Task statement => If a line in the records below holds the string "joint", count it, and state only the final count.

Material provided =>
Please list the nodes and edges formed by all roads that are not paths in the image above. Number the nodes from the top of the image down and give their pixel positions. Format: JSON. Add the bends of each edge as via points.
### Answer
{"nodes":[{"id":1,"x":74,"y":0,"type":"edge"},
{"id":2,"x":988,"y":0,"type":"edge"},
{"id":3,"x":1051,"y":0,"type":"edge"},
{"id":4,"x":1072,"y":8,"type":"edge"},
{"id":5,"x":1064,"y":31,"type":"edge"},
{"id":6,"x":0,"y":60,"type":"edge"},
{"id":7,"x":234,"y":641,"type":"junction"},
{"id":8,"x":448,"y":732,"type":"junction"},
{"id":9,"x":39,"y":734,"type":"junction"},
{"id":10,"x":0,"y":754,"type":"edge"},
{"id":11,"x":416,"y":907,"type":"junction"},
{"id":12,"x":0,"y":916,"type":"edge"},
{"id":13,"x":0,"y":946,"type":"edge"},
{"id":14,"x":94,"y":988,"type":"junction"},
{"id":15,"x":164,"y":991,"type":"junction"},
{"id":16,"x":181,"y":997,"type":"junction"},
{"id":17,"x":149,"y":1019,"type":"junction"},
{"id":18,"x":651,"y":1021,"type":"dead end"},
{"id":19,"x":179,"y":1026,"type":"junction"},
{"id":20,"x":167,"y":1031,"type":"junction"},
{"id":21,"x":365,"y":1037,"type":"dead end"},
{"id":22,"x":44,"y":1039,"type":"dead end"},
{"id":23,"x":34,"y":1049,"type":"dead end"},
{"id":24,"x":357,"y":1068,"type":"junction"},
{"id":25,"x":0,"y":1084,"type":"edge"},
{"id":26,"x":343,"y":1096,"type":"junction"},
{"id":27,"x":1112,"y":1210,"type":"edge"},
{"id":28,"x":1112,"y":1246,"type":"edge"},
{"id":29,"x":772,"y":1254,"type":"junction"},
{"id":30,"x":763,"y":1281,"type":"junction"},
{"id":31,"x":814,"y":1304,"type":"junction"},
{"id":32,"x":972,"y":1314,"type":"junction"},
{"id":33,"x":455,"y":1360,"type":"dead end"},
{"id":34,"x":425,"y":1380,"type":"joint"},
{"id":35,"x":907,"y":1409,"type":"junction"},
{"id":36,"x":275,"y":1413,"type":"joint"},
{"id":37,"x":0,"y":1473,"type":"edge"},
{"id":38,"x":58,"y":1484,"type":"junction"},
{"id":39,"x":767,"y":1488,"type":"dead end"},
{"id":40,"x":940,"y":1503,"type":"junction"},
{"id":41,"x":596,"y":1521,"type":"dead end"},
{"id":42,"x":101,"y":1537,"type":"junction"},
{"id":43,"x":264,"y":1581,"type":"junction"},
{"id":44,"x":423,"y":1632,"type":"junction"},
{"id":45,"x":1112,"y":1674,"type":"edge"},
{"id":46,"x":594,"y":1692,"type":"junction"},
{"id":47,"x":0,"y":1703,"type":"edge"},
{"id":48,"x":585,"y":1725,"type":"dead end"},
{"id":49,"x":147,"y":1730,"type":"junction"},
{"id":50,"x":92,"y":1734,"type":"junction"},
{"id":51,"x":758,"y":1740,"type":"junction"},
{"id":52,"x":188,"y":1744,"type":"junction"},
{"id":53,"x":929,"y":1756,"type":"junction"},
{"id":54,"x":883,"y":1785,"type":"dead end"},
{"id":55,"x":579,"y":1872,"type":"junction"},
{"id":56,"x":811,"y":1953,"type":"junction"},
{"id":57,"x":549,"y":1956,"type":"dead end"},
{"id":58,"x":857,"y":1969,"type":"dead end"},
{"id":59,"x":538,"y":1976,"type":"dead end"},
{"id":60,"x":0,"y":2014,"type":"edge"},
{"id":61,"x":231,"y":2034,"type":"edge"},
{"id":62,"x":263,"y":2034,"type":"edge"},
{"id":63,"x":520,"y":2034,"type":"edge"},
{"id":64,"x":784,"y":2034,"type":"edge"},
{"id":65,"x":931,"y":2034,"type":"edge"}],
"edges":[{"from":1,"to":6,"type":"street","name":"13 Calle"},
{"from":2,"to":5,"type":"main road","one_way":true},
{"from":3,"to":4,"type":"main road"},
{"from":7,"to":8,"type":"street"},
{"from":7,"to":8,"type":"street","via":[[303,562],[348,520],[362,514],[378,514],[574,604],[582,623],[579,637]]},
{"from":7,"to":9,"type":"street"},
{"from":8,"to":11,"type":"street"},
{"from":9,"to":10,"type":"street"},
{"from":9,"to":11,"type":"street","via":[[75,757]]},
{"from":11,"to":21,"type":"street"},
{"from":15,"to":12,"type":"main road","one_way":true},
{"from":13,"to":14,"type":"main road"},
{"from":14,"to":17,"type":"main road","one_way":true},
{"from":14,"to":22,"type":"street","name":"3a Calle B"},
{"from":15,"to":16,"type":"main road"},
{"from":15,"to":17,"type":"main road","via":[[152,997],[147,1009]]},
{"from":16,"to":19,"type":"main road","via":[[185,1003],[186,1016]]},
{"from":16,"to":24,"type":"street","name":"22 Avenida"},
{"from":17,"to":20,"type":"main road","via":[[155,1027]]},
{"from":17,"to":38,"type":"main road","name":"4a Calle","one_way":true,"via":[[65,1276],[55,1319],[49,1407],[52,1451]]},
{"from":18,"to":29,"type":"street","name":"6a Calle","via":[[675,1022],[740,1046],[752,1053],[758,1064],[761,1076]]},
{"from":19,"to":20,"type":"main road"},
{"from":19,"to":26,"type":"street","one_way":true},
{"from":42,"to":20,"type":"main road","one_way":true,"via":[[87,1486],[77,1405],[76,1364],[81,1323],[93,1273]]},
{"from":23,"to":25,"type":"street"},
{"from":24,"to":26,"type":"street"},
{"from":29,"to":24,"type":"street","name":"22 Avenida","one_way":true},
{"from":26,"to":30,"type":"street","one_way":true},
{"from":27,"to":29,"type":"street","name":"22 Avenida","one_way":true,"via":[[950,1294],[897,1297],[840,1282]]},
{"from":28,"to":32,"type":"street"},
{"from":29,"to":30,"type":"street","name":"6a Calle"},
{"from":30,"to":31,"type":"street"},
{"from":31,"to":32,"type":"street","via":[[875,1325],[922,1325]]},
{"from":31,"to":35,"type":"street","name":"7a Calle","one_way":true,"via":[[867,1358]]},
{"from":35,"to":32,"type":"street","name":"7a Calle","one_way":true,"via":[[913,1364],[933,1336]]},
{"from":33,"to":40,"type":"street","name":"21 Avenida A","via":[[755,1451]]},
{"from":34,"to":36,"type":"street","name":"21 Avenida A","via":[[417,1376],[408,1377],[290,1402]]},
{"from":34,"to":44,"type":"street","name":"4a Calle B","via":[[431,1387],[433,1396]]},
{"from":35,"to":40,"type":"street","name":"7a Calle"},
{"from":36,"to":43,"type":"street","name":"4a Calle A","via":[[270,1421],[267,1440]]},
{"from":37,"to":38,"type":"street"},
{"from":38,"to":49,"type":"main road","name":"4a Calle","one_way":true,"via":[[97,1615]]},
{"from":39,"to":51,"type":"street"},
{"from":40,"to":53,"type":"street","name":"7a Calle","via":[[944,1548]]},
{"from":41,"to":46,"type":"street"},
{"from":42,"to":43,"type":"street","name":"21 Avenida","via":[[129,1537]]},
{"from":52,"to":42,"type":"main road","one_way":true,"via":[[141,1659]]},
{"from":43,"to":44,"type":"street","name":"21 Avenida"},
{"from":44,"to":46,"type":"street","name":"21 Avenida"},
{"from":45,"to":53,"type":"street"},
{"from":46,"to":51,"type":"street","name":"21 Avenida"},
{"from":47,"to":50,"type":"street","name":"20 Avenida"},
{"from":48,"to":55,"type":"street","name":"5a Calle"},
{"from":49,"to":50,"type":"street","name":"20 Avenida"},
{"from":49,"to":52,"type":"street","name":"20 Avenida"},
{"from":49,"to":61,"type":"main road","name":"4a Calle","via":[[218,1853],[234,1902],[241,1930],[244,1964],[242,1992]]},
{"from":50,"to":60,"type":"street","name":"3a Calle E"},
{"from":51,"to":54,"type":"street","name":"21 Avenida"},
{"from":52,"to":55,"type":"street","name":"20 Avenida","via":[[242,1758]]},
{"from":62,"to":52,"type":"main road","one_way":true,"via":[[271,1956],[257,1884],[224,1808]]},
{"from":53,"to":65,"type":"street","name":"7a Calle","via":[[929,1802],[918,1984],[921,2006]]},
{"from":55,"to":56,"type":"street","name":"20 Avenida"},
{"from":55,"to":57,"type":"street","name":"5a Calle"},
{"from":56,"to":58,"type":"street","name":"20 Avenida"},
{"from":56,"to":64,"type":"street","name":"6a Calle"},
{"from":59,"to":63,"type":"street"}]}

Result => 2